Monodisperse superparamagnetic Fe3O4 nanoparticles coated with oleic acid were prepared by thermal decomposition of Fe(III) glucuronate. The shape, size, and particle size distribution were controlled by varying the reaction parameters, such as the reaction temperature, concentration of the stabilizer, and type of high-boiling-point solvents. Magnetite particles were characterized by transmission electron microscopy (TEM), as well as electron diffraction (SAED), X-ray diffraction (XRD), dynamic light scattering (DLS), and magnetometer measurements. The particle coating was analyzed by atomic absorption spectroscopy (AAS) and attenuated total reflection (ATR) Fourier transform infrared spectroscopy (FTIR) spectroscopy. To make the Fe3O4 nanoparticles dispersible in water, the particle surface was modified with α-carboxyl-ω-bis(ethane-2,1-diyl)phosphonic acid-terminated poly(3-O-methacryloyl-α-D-glucopyranose) (PMG–P). For future practical biomedical applications, nontoxicity plays a key role, and the PMG–P&Fe3O4 nanoparticles were tested on rat mesenchymal stem cells to determine the particle toxicity and their ability to label the cells.
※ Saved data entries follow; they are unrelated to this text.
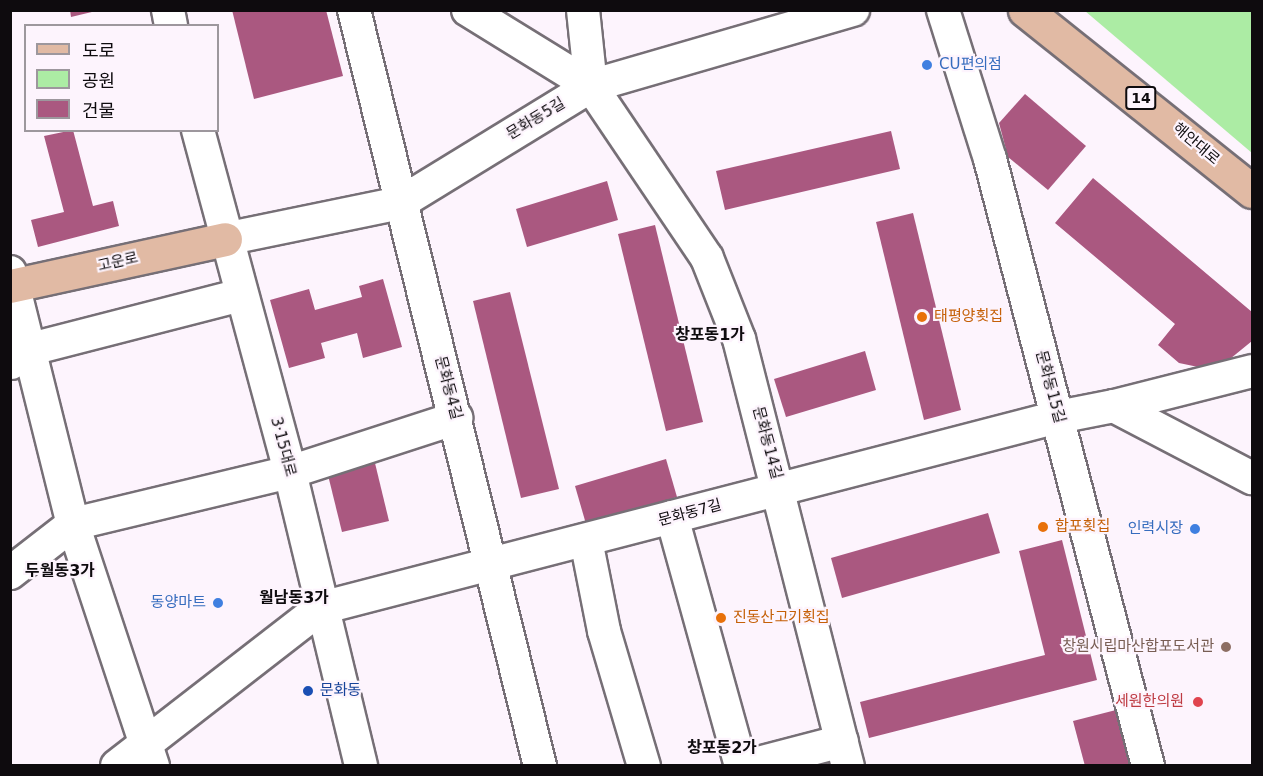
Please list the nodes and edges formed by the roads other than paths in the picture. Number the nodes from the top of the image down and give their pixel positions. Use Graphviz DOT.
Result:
graph roads {
  1 [pos="354,10"];
  2 [pos="468,10"];
  3 [pos="583,10"];
  4 [pos="853,10"];
  5 [pos="944,10"];
  6 [pos="1025,10"];
  7 [pos="591,86"];
  8 [pos="198,132"];
  9 [pos="1252,191"];
  10 [pos="400,203"];
  11 [pos="225,239"];
  12 [pos="13,286"];
  13 [pos="241,295"];
  14 [pos="19,356"];
  15 [pos="1252,371"];
  16 [pos="1114,406"];
  17 [pos="1058,417"];
  18 [pos="456,418"];
  19 [pos="290,472"];
  20 [pos="1252,478"];
  21 [pos="779,490"];
  22 [pos="672,518"];
  23 [pos="73,524"];
  24 [pos="586,540"];
  25 [pos="492,564"];
  26 [pos="10,573"];
  27 [pos="321,608"];
  28 [pos="149,753"];
  29 [pos="845,753"];
  30 [pos="117,765"];
  31 [pos="361,765"];
  32 [pos="540,765"];
  33 [pos="644,765"];
  34 [pos="741,765"];
  35 [pos="747,765"];
  36 [pos="1148,765"];
  1 -- 10 [label="street, 문화동4길"];
  2 -- 7 [label="street"];
  3 -- 7 [label="street"];
  4 -- 7 [label="street, 문화동5길"];
  5 -- 17 [label="street, 문화동15길"];
  6 -- 9 [label="main road, 해안대로 / 14"];
  7 -- 10 [label="street, 문화동5길"];
  7 -- 21 [label="street, 문화동14길"];
  8 -- 11 [label="street, 3·15대로"];
  10 -- 11 [label="street, 문화동5길"];
  10 -- 18 [label="street, 문화동4길"];
  11 -- 12 [label="main road, 고운로"];
  11 -- 13 [label="street, 3·15대로"];
  12 -- 14 [label="street"];
  13 -- 14 [label="street"];
  13 -- 19 [label="street, 3·15대로"];
  14 -- 23 [label="street"];
  15 -- 16 [label="street, 문화동7길"];
  16 -- 17 [label="street, 문화동7길"];
  16 -- 20 [label="street"];
  17 -- 21 [label="street, 문화동7길"];
  17 -- 36 [label="street, 문화동15길"];
  18 -- 19 [label="street"];
  18 -- 25 [label="street, 문화동4길"];
  19 -- 23 [label="street"];
  19 -- 27 [label="street, 3·15대로"];
  21 -- 22 [label="street, 문화동7길"];
  21 -- 29 [label="street, 문화동14길"];
  22 -- 24 [label="street, 문화동7길"];
  22 -- 34 [label="street"];
  23 -- 26 [label="street"];
  23 -- 28 [label="street"];
  24 -- 25 [label="street, 문화동7길"];
  24 -- 33 [label="street"];
  25 -- 27 [label="street, 문화동7길"];
  25 -- 32 [label="street, 문화동4길"];
  27 -- 28 [label="street"];
  27 -- 31 [label="street, 3·15대로"];
  28 -- 30 [label="street"];
  29 -- 35 [label="street"];
}
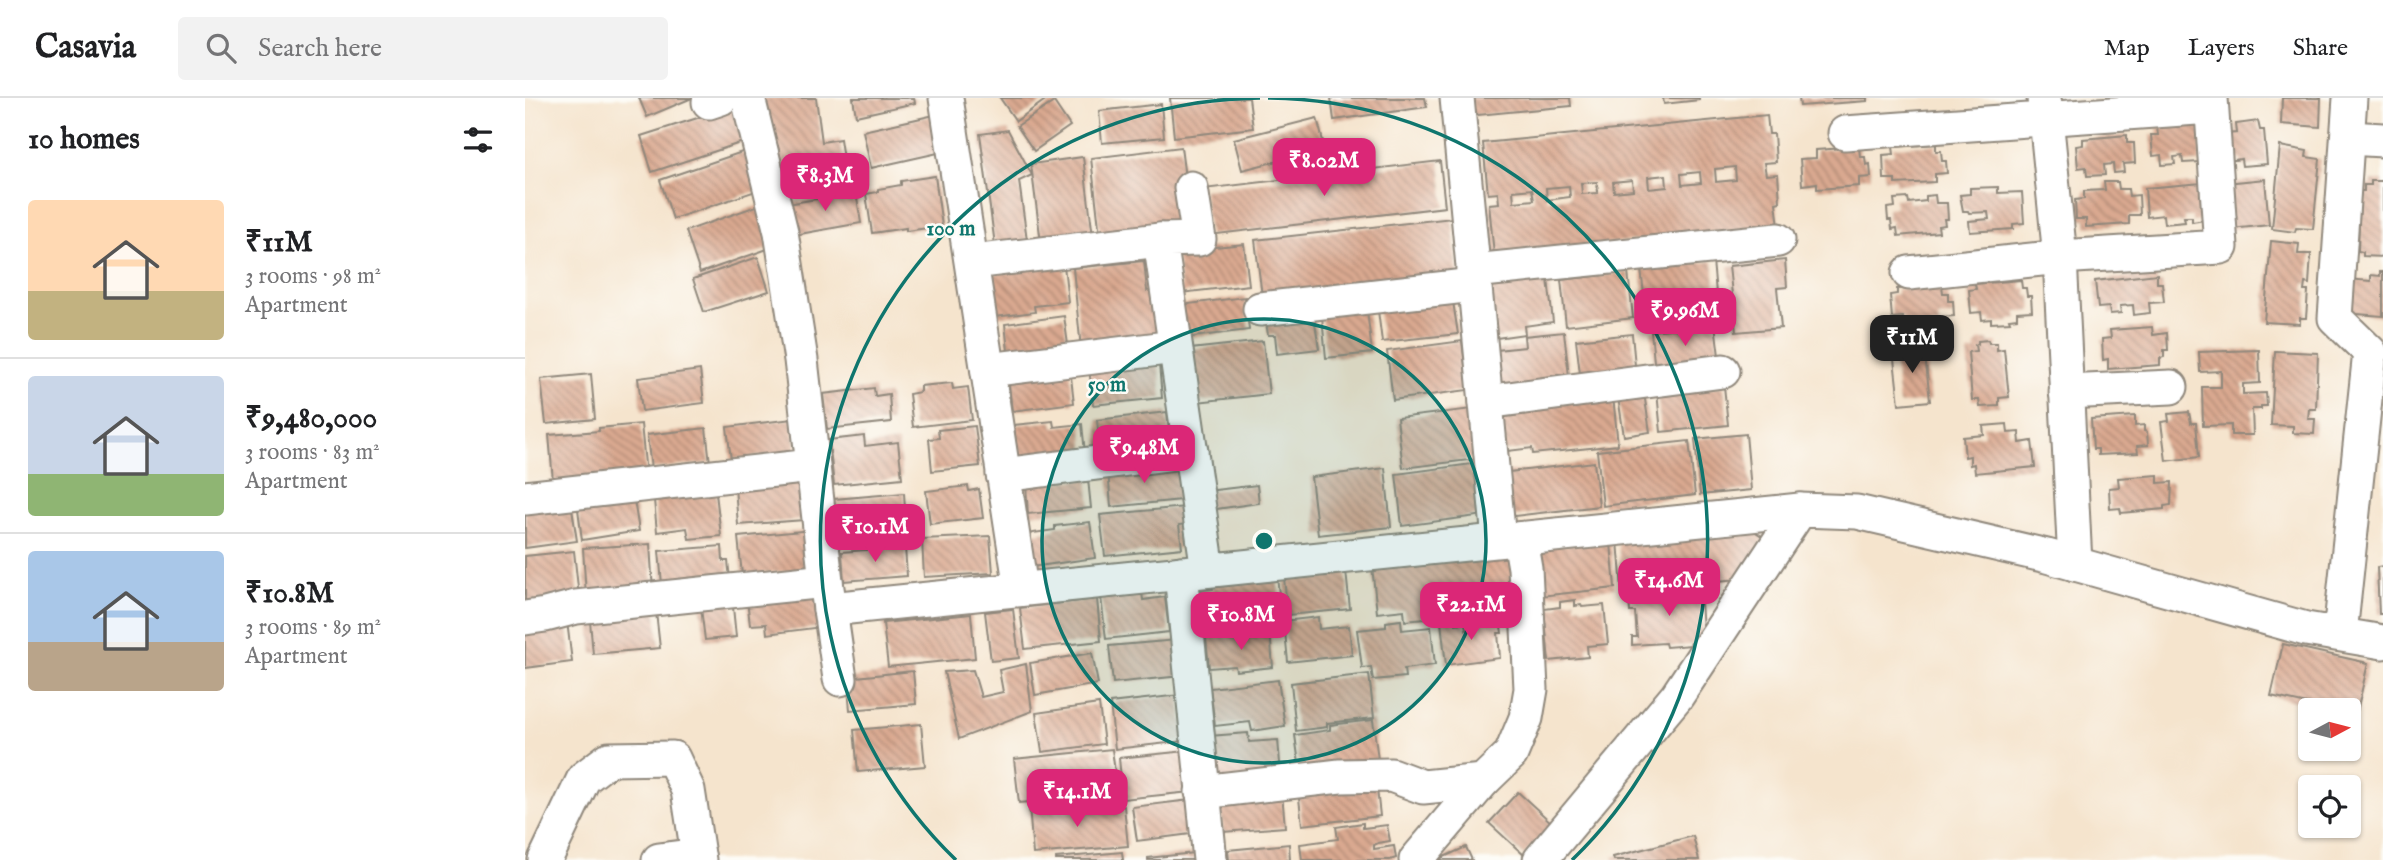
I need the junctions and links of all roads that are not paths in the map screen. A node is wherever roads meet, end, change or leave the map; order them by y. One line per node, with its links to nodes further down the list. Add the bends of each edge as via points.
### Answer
1 (748, 98): 26 (street, via 781,232)
2 (946, 98): 14 (street)
3 (1457, 98): 16 (street)
4 (2350, 98): 8 (street)
5 (2211, 102): 6 (street); 13 (street, via 2221,247)
6 (2045, 108): 7 (street); 13 (street)
7 (1845, 133)
8 (2348, 138): 9 (street); 19 (street, via 2335,318)
9 (2383, 140)
10 (1191, 188): 11 (street, via 1199,239)
11 (1160, 240): 14 (street); 18 (street)
12 (1778, 240): 16 (street)
13 (2060, 257): 15 (street); 23 (street)
14 (972, 262): 20 (street)
15 (1909, 273)
16 (1473, 278): 17 (street); 24 (street)
17 (1260, 309)
18 (1175, 347): 20 (street); 25 (street)
19 (2376, 351): 36 (street)
20 (988, 370): 27 (street)
21 (1723, 371): 24 (street)
22 (2171, 387): 23 (street)
23 (2066, 392): 31 (street)
24 (1486, 402): 30 (street)
25 (1191, 451): 27 (street); 32 (street)
26 (812, 466): 28 (street); 34 (street)
27 (1003, 475): 33 (street)
28 (525, 498)
29 (1800, 510): 30 (street); 31 (street, via 1857,512); 46 (street, via 1677,696)
30 (1509, 540): 32 (street); 39 (street, via 1525,568 1531,689 1526,718 1511,754)
31 (2074, 564): 36 (street, via 2306,629)
32 (1194, 571): 33 (street); 40 (street)
33 (1021, 589): 34 (street)
34 (828, 595): 35 (street, via 576,607); 38 (street)
35 (525, 618)
36 (2340, 634): 37 (street)
37 (2383, 642)
38 (840, 680)
39 (1483, 781): 40 (street, via 1423,787 1391,775 1340,776); 45 (street)
40 (1202, 792): 44 (street)
41 (699, 857): 42 (street, via 688,790 673,758 609,759 583,778); 43 (street)
42 (545, 860)
43 (659, 860)
44 (1210, 860)
45 (1416, 860)
46 (1540, 860)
MR relaxometry confirmed that the PMG–P&Fe3O4 nanoparticles had high relaxivity but rather low cellular uptake. Nevertheless, the labeled cells still provided visible contrast enhancement in the magnetic resonance image. In addition, the cell viability was not compromised by the nanoparticles. Therefore, the PMG–P&Fe3O4 nanoparticles have the potential to be used in biomedical applications, especially as contrast agents for magnetic resonance imaging.